The   first-hour is devoted  to establishing Shaji’s troubled  relationship with his  father(Lal, brilliant as ever) and his  sexually charged relationship with his  wife(Divya Pillai). The intimate  sequences between the pair filled with  cigarette  smoke(smoking is  not injurious to  the characters  , they do it  non-stop)   and   kinetic passion  bears no  relevance to the  plot as  it hurls  into a violent anarchic  combat between  two men behaving like boys fighting in  the school playground  .

The hour-long fight  which stretches  from the  foliage-thick plantation to inside Shaji’s  home gives us two heroes, and none  of them is on screen. It is cinematographer  Akhil George and  editor Chaman Chakko  who must have  had a really tough time  following  the  two violent  men through their  one-to-one warfare.

It’s a  miracle  how the pair survives after the  way they batter and bludgeon  one another.The  bigger miracle is how this pretext for  a stylishly freestyled  scrimmage has impressed  some critics who  obviously think raw is  beautiful. Not always. Not when the  intention  of  the  film is  to mix Shyam Benegal’s social protest  with Sylvester Stallone’s Rambo. Not when the  underdog is made to snarl and  make faces  suggesting a deeprooted psychological  apathy.
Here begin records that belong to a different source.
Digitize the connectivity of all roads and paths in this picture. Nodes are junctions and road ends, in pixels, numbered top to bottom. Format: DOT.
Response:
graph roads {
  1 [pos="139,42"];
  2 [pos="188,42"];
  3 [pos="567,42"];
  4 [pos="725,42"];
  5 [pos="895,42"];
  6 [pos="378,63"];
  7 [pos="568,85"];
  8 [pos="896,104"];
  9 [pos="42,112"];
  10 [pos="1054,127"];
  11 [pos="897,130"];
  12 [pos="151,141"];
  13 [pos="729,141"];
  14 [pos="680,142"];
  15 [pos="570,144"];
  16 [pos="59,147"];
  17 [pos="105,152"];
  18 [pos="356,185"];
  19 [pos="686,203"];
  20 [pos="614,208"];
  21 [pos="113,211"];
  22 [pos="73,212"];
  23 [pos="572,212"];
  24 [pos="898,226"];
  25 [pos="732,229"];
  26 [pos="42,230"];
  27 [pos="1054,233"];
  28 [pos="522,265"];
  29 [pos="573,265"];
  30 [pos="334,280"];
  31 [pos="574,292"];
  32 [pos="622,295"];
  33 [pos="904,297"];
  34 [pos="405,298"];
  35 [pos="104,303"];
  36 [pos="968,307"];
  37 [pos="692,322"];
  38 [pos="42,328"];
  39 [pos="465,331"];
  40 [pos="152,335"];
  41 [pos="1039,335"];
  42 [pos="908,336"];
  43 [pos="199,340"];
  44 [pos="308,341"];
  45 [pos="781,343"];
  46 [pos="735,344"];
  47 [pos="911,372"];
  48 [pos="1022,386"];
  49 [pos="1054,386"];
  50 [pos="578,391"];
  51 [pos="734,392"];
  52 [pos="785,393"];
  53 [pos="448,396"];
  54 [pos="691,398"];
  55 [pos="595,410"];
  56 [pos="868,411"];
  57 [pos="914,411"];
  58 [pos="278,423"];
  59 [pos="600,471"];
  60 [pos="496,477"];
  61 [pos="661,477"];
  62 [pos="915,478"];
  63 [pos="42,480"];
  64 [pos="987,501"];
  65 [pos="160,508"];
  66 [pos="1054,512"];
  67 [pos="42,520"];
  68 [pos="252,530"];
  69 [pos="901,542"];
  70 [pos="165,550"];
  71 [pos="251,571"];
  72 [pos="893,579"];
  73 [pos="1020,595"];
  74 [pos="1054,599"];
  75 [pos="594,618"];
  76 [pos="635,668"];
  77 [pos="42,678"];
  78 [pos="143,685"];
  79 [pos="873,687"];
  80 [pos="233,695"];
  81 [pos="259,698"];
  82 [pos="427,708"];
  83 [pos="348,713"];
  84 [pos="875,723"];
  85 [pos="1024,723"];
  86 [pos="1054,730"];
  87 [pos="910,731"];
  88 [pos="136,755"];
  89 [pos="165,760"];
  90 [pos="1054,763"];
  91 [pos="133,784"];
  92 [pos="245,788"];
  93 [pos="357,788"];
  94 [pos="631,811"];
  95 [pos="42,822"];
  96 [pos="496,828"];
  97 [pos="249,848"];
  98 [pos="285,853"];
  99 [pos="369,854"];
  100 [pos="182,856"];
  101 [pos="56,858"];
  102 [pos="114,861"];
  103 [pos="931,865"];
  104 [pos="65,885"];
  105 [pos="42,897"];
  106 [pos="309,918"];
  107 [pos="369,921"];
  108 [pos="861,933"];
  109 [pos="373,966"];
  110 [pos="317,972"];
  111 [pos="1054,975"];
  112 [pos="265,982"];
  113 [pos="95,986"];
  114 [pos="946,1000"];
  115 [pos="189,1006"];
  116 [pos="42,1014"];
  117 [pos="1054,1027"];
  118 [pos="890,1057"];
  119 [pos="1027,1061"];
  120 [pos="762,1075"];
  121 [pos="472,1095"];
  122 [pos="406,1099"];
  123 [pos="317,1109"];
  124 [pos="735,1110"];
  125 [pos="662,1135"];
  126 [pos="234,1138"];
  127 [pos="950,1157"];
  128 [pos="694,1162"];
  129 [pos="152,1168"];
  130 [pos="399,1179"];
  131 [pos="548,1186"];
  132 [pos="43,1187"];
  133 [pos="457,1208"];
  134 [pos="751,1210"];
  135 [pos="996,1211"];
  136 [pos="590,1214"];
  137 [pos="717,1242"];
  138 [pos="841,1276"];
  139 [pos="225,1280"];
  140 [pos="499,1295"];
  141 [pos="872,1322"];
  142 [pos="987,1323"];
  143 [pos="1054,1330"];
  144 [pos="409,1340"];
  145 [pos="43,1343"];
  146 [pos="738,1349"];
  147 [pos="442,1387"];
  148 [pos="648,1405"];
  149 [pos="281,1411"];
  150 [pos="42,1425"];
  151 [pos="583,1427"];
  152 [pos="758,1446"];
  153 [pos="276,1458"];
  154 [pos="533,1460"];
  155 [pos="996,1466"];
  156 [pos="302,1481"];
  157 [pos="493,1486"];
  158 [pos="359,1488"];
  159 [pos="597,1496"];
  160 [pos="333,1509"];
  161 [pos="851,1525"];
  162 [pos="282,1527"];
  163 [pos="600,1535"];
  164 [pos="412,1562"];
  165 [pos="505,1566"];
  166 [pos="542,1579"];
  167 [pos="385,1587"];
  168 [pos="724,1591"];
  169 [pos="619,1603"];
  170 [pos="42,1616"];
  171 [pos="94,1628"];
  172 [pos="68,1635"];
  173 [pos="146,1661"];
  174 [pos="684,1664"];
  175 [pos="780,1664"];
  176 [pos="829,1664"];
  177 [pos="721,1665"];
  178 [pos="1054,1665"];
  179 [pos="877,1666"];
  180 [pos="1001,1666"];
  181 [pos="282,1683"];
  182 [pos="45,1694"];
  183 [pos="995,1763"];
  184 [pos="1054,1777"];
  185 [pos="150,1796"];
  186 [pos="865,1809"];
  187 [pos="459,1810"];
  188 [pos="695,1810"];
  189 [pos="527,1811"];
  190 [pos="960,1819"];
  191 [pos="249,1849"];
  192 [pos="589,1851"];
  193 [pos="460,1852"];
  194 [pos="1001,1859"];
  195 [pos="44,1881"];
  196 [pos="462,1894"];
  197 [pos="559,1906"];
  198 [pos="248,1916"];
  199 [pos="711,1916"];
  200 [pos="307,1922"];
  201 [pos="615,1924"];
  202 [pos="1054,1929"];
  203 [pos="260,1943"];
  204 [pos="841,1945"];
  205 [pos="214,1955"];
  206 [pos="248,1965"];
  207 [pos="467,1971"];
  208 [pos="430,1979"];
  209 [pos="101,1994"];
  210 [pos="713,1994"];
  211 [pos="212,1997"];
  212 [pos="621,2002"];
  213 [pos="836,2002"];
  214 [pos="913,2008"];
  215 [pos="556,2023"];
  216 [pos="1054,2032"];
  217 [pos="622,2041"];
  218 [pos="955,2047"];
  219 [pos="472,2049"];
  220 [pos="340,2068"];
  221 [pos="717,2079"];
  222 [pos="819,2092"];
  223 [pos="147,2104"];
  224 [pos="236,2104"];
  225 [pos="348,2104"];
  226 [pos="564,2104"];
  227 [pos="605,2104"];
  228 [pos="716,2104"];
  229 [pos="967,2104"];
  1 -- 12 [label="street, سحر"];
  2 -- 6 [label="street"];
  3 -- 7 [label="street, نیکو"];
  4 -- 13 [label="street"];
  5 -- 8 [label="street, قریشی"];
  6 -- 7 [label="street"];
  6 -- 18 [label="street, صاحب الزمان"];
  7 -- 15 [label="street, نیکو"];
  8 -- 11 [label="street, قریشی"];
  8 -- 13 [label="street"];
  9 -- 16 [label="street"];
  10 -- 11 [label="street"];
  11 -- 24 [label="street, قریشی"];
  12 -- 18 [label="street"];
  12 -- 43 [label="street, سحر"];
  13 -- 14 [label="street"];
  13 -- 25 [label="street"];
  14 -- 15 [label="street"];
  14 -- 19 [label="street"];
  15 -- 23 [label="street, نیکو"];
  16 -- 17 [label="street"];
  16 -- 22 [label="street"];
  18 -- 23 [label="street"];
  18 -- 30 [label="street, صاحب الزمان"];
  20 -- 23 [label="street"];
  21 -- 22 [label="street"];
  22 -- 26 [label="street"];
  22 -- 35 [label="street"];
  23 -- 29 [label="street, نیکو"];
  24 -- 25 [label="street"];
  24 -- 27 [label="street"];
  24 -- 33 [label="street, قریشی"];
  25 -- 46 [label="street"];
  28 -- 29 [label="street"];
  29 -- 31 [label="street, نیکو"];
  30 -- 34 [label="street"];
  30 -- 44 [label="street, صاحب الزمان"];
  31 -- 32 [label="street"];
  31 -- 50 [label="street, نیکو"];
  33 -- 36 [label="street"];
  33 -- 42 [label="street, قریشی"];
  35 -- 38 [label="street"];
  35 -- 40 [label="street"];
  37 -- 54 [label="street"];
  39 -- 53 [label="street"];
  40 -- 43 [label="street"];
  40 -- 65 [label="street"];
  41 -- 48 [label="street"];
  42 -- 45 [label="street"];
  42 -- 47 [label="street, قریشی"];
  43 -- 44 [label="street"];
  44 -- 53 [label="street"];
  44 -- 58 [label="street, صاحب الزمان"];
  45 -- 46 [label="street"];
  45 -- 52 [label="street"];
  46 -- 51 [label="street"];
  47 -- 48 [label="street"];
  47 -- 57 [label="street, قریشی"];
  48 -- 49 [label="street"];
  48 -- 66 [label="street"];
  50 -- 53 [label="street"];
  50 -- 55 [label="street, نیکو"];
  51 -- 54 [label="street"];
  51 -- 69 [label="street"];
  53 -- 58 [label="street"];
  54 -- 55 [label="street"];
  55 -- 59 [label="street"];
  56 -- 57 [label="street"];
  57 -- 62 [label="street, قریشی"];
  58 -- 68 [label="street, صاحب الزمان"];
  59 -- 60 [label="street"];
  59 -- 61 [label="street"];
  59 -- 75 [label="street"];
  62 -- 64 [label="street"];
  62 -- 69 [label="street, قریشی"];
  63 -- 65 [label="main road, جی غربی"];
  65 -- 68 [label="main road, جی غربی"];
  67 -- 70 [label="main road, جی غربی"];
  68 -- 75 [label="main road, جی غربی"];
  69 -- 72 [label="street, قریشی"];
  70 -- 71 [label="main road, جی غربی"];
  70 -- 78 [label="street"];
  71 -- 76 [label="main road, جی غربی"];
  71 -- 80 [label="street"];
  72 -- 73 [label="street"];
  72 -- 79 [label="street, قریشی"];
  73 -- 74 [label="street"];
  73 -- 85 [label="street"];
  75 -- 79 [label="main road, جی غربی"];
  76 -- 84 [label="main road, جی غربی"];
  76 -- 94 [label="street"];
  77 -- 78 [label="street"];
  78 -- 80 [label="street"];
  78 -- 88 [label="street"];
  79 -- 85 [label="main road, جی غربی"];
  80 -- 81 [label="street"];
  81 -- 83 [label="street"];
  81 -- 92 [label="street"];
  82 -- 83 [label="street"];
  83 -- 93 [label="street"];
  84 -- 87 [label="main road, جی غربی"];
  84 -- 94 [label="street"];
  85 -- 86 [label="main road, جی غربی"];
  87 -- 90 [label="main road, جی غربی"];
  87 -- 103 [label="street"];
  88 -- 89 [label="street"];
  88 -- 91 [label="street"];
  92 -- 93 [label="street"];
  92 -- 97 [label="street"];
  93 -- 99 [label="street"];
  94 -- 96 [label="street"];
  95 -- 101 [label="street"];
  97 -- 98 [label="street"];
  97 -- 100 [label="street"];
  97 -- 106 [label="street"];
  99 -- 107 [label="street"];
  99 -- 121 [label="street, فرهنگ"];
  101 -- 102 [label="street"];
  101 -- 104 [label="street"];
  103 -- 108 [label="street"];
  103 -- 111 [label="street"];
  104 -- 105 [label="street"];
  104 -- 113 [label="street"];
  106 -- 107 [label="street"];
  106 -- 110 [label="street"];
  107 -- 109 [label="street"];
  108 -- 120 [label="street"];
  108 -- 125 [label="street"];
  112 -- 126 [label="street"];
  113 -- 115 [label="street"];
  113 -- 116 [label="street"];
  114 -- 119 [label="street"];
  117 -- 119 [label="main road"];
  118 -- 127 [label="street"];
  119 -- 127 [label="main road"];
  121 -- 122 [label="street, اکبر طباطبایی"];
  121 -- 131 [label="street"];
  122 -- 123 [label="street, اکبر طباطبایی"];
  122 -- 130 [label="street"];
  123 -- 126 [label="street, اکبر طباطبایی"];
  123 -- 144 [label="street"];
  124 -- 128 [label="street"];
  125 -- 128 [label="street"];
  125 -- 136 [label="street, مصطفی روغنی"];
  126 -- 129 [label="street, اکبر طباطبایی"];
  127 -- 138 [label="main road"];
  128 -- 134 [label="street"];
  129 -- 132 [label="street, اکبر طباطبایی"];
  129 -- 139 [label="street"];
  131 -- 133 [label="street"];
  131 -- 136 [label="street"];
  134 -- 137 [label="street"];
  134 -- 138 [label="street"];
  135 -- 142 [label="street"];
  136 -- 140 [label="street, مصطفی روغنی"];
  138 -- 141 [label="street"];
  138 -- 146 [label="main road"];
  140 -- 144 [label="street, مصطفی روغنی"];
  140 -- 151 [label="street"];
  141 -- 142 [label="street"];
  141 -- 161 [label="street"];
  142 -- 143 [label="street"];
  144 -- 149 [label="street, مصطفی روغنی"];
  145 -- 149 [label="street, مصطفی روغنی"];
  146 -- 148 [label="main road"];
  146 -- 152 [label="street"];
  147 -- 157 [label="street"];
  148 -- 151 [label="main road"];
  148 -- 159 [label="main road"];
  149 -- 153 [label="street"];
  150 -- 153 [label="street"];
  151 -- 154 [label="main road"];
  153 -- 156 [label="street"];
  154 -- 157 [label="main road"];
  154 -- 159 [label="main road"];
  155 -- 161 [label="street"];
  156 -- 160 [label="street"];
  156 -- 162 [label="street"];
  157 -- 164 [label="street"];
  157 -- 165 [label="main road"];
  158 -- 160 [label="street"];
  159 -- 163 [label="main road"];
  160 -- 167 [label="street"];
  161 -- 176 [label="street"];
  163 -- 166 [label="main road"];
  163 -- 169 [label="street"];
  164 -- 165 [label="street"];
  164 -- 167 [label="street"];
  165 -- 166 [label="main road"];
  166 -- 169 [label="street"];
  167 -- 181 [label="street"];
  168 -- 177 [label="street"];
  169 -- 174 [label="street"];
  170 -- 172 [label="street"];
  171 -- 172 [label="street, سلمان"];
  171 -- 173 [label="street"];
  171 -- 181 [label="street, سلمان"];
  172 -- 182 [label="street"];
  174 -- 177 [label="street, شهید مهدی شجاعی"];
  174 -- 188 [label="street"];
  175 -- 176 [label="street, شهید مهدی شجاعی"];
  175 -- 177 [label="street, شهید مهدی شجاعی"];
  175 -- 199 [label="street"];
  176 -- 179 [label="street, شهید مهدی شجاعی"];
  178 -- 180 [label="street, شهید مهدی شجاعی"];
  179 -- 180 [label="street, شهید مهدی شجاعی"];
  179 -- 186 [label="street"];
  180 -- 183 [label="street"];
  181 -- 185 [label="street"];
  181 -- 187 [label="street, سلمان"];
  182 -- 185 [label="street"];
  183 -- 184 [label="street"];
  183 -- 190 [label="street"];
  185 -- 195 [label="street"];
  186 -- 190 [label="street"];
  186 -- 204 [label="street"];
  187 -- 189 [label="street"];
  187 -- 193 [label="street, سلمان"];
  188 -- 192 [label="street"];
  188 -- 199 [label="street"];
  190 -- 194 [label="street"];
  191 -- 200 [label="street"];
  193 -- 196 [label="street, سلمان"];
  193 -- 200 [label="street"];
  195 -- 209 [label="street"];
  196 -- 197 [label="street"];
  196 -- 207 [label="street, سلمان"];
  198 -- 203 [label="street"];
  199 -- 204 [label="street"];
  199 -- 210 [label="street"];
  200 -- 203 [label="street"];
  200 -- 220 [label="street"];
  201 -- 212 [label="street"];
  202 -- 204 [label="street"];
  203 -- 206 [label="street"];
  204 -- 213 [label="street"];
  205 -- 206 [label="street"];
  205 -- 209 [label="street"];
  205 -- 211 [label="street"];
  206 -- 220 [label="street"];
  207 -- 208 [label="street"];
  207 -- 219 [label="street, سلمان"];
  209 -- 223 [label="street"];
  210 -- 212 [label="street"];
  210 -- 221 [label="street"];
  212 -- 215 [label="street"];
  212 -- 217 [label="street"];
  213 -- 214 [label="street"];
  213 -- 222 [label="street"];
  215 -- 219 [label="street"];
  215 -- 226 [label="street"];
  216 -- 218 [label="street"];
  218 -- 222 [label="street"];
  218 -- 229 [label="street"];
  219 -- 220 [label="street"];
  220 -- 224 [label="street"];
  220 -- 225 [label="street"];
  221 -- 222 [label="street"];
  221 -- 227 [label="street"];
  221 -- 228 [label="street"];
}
When  the fight  is about to  reach a  climax, the unnamed  underdog played by  Sumesh  Moor(over-acting till his jaws  must have hurt) suddenly  imagines his opponent as a  pig awaiting slaughter. ‘Porking’   fun at the  class difference, eh?  Good luck to  a world  where men settle scores  with their bare fists.The cops,I guess, are  busy elsewhere.